**Work required:** Your answer should consist of each line below that contains the string "junction".
### Source data
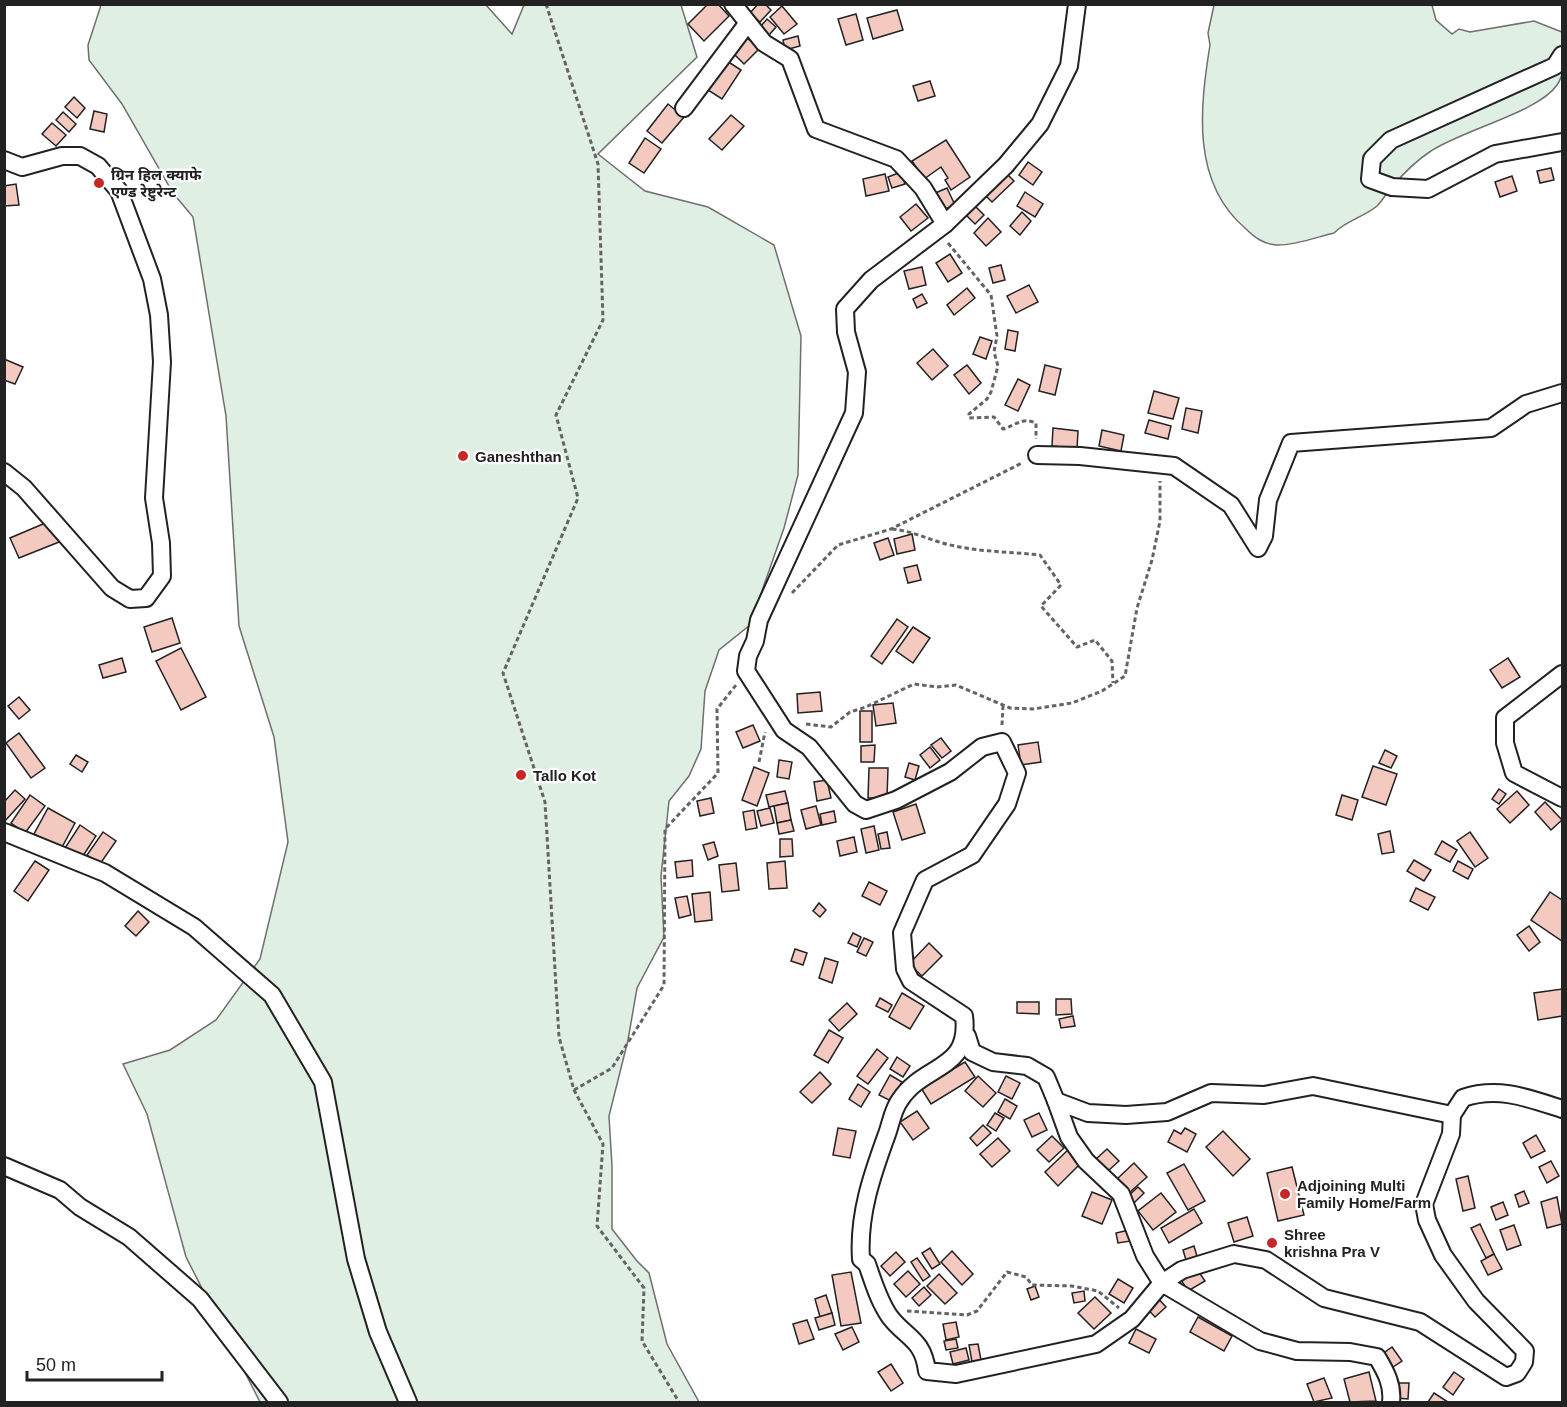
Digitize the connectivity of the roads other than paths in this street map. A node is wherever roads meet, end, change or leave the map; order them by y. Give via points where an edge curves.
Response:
1 (733, 4) edge
2 (1077, 4) edge
3 (747, 24) junction
4 (1563, 55) edge
5 (684, 108) dead end
6 (1563, 142) edge
7 (4, 160) edge
8 (941, 227) junction
9 (1563, 393) edge
10 (1037, 455) road end
11 (4, 472) edge
12 (1563, 674) edge
13 (1563, 798) edge
14 (4, 832) edge
15 (966, 1036) junction
16 (1056, 1101) junction
17 (1563, 1109) edge
18 (1452, 1115) junction
19 (4, 1166) edge
20 (1162, 1283) junction
21 (279, 1402) edge
22 (408, 1402) edge
23 (1391, 1402) edge

1 - 3 street
2 - 8 street via 1069,66 1040,124 1006,165
3 - 5 street
3 - 8 street via 764,43 790,59 816,129 896,159 923,188
4 - 6 street via 1555,66 1391,140 1372,159 1370,179 1392,187 1428,189 1495,154
7 - 11 street via 22,167 62,156 80,156 98,166 119,191 152,279 162,362 154,498 162,576 146,598 130,599 112,588 24,488
8 - 15 street via 871,280 845,309 846,332 857,372 855,413 759,620 746,671 784,729 809,747 855,804 866,810 896,800 951,772 982,747 1002,742 1017,773 1007,804 972,855 924,880 902,933 905,969 911,981 964,1016
9 - 10 street via 1526,404 1491,428 1291,443 1269,500 1264,536 1258,548 1231,505 1174,466
12 - 13 street via 1505,718 1505,743 1514,773
14 - 22 street via 105,873 184,921 272,995 323,1082 356,1259 378,1332
15 - 16 street via 972,1052 993,1062 1027,1066 1046,1077
15 - 20 street via 961,1049 946,1064 913,1083 898,1102 869,1186 859,1238 861,1258 890,1317 915,1340 927,1371 957,1374 1096,1344 1132,1319
16 - 18 street via 1088,1113 1126,1115 1167,1112 1211,1093 1264,1095 1313,1086
16 - 20 street via 1069,1137 1086,1161 1121,1194 1145,1256
17 - 18 street via 1522,1096 1482,1091 1463,1098
18 - 20 street via 1451,1134 1424,1204 1427,1220 1443,1255 1476,1301 1524,1351 1518,1373 1506,1377 1420,1322 1324,1298 1266,1260 1234,1254 1182,1270
19 - 21 street via 60,1190 129,1237 200,1299
20 - 23 street via 1260,1341 1297,1351 1350,1352 1377,1358 1387,1374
######
**Completed exercise:**
3 (747, 24) junction
8 (941, 227) junction
15 (966, 1036) junction
16 (1056, 1101) junction
18 (1452, 1115) junction
20 (1162, 1283) junction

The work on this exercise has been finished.